--- DATA TO EXAMINE ---
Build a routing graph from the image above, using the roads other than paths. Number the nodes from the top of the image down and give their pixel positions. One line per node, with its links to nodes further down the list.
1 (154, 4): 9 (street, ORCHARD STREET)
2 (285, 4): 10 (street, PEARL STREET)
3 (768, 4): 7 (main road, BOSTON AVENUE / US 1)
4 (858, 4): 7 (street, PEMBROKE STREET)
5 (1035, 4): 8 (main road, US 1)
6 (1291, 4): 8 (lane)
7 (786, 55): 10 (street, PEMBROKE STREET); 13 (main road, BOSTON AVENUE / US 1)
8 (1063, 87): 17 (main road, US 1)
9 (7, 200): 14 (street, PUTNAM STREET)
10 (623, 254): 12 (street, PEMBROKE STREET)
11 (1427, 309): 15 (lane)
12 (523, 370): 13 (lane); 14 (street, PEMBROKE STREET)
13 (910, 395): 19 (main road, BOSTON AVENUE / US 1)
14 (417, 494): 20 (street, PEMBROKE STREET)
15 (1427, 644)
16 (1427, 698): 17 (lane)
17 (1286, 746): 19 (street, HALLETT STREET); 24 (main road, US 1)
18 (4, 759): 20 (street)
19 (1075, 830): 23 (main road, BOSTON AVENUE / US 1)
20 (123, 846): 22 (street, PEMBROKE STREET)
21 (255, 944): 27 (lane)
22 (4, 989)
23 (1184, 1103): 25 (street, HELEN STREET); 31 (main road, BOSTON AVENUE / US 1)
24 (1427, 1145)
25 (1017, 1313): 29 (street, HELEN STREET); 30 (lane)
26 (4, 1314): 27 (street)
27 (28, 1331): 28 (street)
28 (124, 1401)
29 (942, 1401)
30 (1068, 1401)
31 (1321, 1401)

--- GOAL OF THE EXERCISE ---
Please print the data above exactly as it appears.

--- FINISHED TASK ---
Build a routing graph from the image above, using the roads other than paths. Number the nodes from the top of the image down and give their pixel positions. One line per node, with its links to nodes further down the list.
1 (154, 4): 9 (street, ORCHARD STREET)
2 (285, 4): 10 (street, PEARL STREET)
3 (768, 4): 7 (main road, BOSTON AVENUE / US 1)
4 (858, 4): 7 (street, PEMBROKE STREET)
5 (1035, 4): 8 (main road, US 1)
6 (1291, 4): 8 (lane)
7 (786, 55): 10 (street, PEMBROKE STREET); 13 (main road, BOSTON AVENUE / US 1)
8 (1063, 87): 17 (main road, US 1)
9 (7, 200): 14 (street, PUTNAM STREET)
10 (623, 254): 12 (street, PEMBROKE STREET)
11 (1427, 309): 15 (lane)
12 (523, 370): 13 (lane); 14 (street, PEMBROKE STREET)
13 (910, 395): 19 (main road, BOSTON AVENUE / US 1)
14 (417, 494): 20 (street, PEMBROKE STREET)
15 (1427, 644)
16 (1427, 698): 17 (lane)
17 (1286, 746): 19 (street, HALLETT STREET); 24 (main road, US 1)
18 (4, 759): 20 (street)
19 (1075, 830): 23 (main road, BOSTON AVENUE / US 1)
20 (123, 846): 22 (street, PEMBROKE STREET)
21 (255, 944): 27 (lane)
22 (4, 989)
23 (1184, 1103): 25 (street, HELEN STREET); 31 (main road, BOSTON AVENUE / US 1)
24 (1427, 1145)
25 (1017, 1313): 29 (street, HELEN STREET); 30 (lane)
26 (4, 1314): 27 (street)
27 (28, 1331): 28 (street)
28 (124, 1401)
29 (942, 1401)
30 (1068, 1401)
31 (1321, 1401)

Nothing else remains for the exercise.